On Prayer: Poetry and Possibility
It's been a while my friends since my last post. Perhaps I've been waiting for a subject to arise that might be as potent and personal as was A Year of Stories. So while I am not promising a year, I am inspired to write about prayer: what it means to pray, and how prayer affects us individually and communally.
I invite your participation, either in the comment section or as a blog entry in your name.
Last Shabbat at morning at Minyan Oneg Shabbat we broke into small groups and in each one read aloud a different poem. After the first reading I asked the groups to distill the poem down to a few words of their own. After the second reading I asked them to choose one line from the poem that spoke to them as the עקר, the essence of the poem.
It was thrilling to hear everyone's contribution, and I pointed out that communally they had created their own psalm. Here are the poems. What leaps out at you and resonates with your own relationship with prayer?
My Lord God, I have no idea where I am going. I do not see the road ahead of me. I cannot know for certain where it will end. Nor do I really know myself, and the fact that I think that I am following your will does not mean that I am actually doing so. But I believe that the desire to please you does in fact please you. And I hope I have that desire in all that I am doing. I hope that I will never do anything apart from that desire. And I know that if I do this you will lead me by the right road, though I may know nothing about it. Therefore will I trust you always, though I may seem to be lost and in the shadow of death. I will not fear, for you are ever with me, and you will never leave me to face my perils alone.

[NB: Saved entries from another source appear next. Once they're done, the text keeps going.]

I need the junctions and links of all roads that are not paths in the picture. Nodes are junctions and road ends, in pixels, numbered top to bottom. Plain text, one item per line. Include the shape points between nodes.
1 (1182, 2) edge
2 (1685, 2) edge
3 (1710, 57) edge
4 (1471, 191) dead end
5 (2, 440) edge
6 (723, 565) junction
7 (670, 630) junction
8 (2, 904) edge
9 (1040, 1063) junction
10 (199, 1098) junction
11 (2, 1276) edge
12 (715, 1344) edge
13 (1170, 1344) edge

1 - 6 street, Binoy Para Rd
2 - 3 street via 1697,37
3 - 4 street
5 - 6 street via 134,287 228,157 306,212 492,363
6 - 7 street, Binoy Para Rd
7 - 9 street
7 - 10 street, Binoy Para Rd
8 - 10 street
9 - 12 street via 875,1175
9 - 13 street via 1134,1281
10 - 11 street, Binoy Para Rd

I no longer ask you for either happiness or paradise; all I ask of You is to listen and let me be aware of Your listening.

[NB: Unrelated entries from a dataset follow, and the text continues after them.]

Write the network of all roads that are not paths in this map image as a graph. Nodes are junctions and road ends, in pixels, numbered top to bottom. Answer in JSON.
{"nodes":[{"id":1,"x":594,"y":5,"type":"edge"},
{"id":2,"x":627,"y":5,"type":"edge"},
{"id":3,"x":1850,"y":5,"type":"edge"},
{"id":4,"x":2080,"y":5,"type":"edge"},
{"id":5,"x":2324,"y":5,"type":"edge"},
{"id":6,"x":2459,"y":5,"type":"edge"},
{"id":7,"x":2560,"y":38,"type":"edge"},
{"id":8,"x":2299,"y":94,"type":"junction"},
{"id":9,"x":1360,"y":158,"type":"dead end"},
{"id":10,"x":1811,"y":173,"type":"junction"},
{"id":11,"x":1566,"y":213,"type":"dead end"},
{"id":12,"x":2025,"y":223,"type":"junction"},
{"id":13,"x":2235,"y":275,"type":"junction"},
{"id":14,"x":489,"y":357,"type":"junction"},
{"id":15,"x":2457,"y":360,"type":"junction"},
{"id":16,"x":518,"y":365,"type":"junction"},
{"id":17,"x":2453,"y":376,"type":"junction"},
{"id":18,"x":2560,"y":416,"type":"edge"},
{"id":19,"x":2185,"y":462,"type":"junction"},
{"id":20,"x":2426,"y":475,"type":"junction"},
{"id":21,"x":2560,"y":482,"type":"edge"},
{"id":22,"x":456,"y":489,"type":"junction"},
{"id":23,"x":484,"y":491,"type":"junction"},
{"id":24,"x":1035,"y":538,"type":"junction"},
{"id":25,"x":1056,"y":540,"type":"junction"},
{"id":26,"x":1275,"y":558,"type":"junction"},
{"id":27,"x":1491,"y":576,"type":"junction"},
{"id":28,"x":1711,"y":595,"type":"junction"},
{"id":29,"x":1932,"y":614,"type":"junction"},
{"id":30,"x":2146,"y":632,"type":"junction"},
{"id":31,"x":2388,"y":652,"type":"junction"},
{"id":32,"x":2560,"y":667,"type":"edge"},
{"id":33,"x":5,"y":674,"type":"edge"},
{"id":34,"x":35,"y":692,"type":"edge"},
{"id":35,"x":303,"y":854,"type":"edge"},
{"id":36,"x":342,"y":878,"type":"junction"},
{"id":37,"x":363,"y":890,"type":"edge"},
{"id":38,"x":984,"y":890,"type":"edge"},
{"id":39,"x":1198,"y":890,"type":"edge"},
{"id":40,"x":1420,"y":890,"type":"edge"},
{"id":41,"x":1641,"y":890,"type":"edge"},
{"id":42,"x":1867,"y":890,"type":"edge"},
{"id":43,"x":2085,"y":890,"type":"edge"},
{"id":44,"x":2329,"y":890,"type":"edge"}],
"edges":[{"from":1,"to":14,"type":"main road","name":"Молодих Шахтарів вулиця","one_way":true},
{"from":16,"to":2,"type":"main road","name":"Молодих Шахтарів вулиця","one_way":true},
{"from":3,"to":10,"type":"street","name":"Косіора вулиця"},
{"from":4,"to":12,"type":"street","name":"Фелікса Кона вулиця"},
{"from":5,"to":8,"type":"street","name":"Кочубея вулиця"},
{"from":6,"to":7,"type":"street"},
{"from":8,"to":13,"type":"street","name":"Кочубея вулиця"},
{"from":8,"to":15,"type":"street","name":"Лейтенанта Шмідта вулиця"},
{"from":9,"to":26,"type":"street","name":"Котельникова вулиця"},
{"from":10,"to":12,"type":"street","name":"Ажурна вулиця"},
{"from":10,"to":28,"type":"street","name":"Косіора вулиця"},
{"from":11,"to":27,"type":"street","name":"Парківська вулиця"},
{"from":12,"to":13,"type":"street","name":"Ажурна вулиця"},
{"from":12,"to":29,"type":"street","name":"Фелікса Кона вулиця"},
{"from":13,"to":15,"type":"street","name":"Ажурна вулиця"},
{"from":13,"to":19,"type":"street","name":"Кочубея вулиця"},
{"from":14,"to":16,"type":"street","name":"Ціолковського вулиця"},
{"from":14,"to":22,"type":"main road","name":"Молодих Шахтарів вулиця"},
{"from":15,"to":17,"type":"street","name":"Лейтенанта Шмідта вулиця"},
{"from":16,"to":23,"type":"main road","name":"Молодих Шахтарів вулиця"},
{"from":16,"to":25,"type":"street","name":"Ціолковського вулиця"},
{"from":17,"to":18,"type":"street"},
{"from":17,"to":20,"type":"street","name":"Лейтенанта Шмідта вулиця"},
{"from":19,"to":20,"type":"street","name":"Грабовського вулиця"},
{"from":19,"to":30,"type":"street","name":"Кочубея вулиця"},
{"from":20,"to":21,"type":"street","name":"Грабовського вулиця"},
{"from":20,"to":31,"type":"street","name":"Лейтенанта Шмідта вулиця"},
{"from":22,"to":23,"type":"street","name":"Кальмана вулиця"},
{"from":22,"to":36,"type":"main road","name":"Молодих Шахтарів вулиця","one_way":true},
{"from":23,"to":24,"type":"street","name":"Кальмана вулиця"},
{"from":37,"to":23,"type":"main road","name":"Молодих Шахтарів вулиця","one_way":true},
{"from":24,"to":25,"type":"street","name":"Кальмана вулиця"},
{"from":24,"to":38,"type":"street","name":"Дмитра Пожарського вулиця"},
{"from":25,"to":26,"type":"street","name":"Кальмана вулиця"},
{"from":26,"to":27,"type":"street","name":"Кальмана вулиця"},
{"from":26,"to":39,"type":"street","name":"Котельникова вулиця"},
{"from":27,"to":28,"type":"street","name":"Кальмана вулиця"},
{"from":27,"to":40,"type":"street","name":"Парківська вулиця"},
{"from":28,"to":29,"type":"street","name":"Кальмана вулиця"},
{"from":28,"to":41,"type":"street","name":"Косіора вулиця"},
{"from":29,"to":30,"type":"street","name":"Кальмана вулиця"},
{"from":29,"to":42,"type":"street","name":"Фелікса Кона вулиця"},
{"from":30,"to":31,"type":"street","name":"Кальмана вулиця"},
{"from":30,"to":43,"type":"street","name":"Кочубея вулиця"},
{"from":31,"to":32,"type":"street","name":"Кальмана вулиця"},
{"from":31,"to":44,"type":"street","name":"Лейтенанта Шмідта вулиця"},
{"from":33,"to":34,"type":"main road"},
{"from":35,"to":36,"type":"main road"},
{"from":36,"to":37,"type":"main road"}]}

I no longer ask You to resolve my questions, only to receive them and make them part of You.
I no longer ask You for either rest or wisdom, I only ask You not to close me to gratitude, be it of the most trivial kind, or to surprise and friendship. Love? Love is not Yours to give.
As for my enemies, I do not ask You to punish them or even to enlighten them; I only ask You not to lend them Your mask and Your powers. If You must relinquish one or the other, give them Your powers. But not Your countenance.
They are modest, my requests, and humble. I ask You what I might ask a stranger met by chance at twilight in a barren land.
I ask you, God of Abraham, Isaac and Jacob, to enable me to pronounce these words without betraying the child that transmitted them to me: God of Abraham, Isaac and Jacob, enable me to forgive You and enable the child I once was to forgive me too.
I no longer ask You for the life of that child, nor even for his faith. I only beg You to listen to him and act in such a way that You and I can listen to him together.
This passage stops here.